Data for processing START

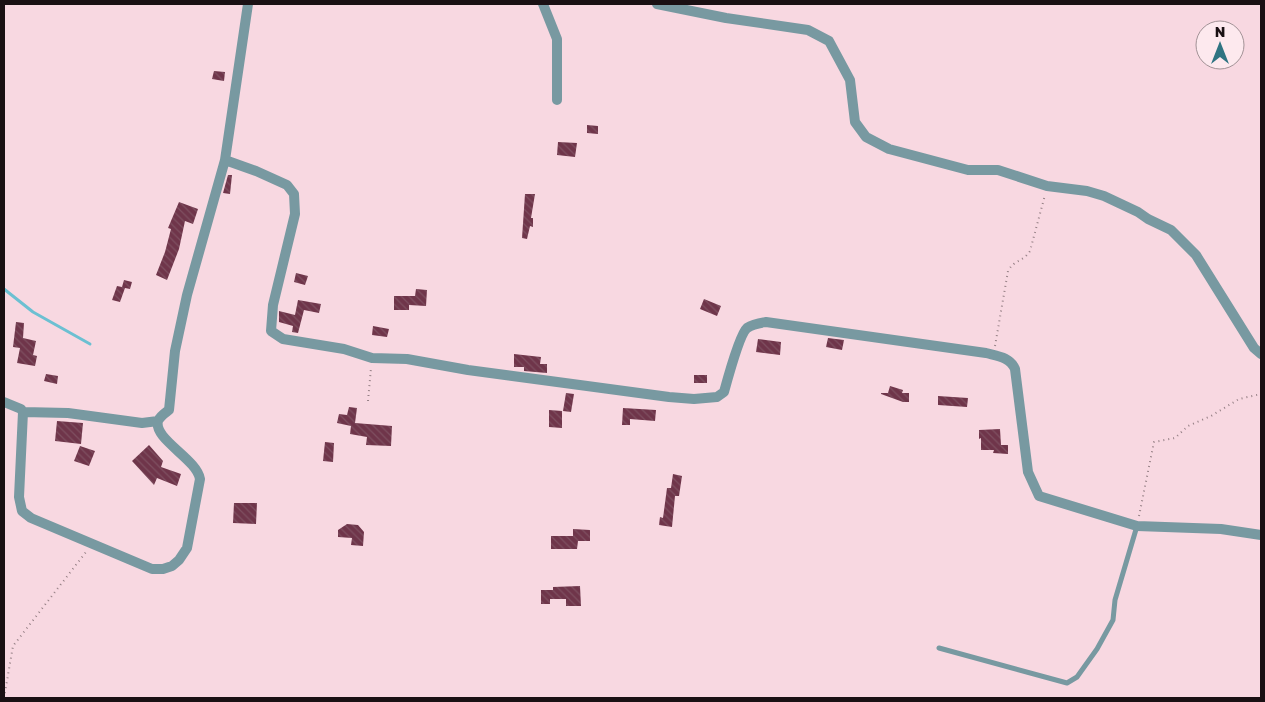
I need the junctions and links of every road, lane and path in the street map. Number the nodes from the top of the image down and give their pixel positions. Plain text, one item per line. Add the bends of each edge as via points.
1 (248, 4) edge
2 (543, 4) edge
3 (657, 4) edge
4 (557, 100) dead end
5 (225, 160) junction
6 (1047, 186) junction
7 (1261, 354) edge
8 (993, 355) junction
9 (372, 358) junction
10 (1261, 394) edge
11 (4, 402) edge
12 (368, 402) dead end
13 (23, 412) junction
14 (158, 421) junction
15 (1137, 526) junction
16 (1261, 535) edge
17 (92, 545) junction
18 (939, 648) dead end
19 (4, 698) edge

1 - 5 street
2 - 4 street via 558,39
3 - 6 street via 808,30 829,40 840,60 850,80 855,122 866,136 889,149 968,170 998,170
5 - 9 street via 287,185 294,194 294,214 273,306 271,331 283,339 344,349
5 - 14 street via 187,295 175,351 169,410
6 - 7 street via 1104,196 1172,230 1196,255 1254,348
6 - 8 path via 1030,251 1008,271
8 - 9 street via 766,322 746,329 724,392 717,397 694,399 519,378 407,359
8 - 15 street via 1006,358 1015,368 1028,472 1040,496
9 - 12 path
10 - 15 path via 1239,400 1188,426 1175,438 1154,442
11 - 13 street
13 - 14 street via 68,413 142,423
13 - 17 street via 19,497 22,510 31,518
14 - 17 street via 163,437 199,472 187,548 172,566 152,569
15 - 16 street via 1221,529
15 - 18 lane via 1115,600 1113,620 1077,677 1067,683
17 - 19 path via 13,646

Data for processing END

**What is required:**
Give the number of lines in the records where the word "path" occurs, and add nothing.

**Exercise answer:**
5